U.S. Supreme Court to decide to hear Michigan gay marriage case

The U.S. Supreme Court is expected to announce Friday if it will hear a metro Detroit couple's case challenging the gay marriage ban.
The decision was expected earlier this week until the Court relisted the decision to Friday.
Meanwhile, on Thursday federal judge Mark A. Goldsmith ordered the state of Michigan to recognize the March marriage of 300 same-sex couples. A federal district judge ruled in 2014 briefly making same-sex marriage legal in Michigan, but the appeals court stayed the decision the next day upholding the ban.
According to Goldsmith's decision, the ban is a violation of a fundamental right and is protected under the 14th Amendment.
The Supreme Court has quietly engineered a dramatic increase in the number of states that allow gay and lesbian couples to wed. The increase also has raised the chances the justices soon will step in to settle the legal debate.
The justices are also weighing whether to hear a case that could lead to same-sex unions in all 50 states. With the addition of Florida this week, 36 states now allow same-sex marriage.

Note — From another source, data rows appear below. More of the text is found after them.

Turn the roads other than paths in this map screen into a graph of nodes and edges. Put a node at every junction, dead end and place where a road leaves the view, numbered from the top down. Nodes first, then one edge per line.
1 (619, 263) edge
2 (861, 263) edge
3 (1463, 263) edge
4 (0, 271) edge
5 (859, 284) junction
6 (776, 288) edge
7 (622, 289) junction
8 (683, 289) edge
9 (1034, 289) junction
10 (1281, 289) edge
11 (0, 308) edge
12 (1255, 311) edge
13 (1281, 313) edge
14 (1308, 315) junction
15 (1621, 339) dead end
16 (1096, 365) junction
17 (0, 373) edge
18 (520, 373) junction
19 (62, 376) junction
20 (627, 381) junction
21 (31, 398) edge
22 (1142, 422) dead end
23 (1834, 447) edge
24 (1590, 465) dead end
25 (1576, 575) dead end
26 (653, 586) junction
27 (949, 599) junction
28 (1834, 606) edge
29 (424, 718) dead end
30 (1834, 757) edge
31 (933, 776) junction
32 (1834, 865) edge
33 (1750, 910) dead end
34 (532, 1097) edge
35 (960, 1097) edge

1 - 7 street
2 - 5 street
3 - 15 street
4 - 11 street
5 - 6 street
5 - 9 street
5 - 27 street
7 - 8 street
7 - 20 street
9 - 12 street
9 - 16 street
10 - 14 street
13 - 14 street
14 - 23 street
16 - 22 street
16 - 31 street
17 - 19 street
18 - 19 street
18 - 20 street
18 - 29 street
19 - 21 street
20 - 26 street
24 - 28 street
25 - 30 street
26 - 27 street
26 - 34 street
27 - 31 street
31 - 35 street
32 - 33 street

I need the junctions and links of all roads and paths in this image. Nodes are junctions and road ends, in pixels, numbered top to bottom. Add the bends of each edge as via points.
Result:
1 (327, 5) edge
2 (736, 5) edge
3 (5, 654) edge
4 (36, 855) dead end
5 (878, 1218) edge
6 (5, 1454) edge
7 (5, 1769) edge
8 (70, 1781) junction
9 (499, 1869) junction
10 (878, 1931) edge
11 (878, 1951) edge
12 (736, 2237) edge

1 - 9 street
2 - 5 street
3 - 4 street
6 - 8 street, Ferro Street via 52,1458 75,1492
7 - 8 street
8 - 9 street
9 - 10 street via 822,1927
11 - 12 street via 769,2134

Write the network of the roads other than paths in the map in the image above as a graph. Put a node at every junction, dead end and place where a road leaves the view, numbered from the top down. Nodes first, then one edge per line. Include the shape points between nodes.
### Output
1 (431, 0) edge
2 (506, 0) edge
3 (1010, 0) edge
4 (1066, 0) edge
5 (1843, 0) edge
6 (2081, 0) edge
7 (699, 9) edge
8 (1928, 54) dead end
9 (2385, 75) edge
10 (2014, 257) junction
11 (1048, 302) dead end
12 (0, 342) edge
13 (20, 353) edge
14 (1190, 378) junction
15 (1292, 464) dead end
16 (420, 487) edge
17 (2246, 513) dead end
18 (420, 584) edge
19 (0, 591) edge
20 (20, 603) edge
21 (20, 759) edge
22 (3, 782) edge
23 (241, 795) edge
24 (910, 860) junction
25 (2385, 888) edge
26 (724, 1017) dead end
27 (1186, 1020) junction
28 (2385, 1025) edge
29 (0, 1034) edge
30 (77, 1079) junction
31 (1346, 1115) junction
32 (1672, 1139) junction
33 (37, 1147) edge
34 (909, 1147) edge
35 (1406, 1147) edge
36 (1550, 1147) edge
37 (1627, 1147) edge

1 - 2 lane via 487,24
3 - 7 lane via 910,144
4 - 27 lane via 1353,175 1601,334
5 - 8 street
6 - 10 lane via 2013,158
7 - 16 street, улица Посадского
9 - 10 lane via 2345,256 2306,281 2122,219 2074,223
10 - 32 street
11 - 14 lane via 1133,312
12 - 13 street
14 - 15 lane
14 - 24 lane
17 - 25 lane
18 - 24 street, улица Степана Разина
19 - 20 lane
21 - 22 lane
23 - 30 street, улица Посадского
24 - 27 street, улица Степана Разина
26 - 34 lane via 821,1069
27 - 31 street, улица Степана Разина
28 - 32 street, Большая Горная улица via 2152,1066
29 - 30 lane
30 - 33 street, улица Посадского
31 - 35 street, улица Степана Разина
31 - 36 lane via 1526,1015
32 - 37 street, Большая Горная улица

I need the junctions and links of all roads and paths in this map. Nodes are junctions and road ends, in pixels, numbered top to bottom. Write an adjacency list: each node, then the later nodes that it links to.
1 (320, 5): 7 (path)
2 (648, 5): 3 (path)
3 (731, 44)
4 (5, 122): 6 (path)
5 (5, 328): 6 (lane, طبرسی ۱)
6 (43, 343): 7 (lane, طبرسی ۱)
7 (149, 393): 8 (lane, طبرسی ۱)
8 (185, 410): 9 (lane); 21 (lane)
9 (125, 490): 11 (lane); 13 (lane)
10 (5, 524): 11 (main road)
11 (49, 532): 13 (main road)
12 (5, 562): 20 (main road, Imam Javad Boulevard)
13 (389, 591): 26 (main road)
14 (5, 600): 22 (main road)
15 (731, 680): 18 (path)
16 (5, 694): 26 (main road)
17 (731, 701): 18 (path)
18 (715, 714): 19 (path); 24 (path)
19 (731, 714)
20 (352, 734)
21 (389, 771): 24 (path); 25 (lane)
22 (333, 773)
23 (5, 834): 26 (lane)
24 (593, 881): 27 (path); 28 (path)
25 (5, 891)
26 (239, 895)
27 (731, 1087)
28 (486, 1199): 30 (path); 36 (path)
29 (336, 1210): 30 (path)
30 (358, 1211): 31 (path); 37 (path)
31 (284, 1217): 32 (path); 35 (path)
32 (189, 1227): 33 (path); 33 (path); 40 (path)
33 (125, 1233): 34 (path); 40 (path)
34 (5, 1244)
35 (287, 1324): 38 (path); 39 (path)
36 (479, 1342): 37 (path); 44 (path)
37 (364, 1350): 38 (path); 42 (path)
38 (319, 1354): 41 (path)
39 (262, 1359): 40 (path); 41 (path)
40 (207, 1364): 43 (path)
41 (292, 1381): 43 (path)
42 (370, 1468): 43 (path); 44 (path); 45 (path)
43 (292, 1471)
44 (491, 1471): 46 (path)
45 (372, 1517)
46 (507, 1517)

That's nearly twice as many as just three months ago.
If the highest court agrees to review the cases, the issue of same-sex marriage could be decided for the entire country by July.
In Michigan, the case in question of being heard that of April DeBoer and Jayne Rowse, a couple from Hazel Park who are hoping to overturn Michigan's gay marriage ban in order to jointly adopt their children.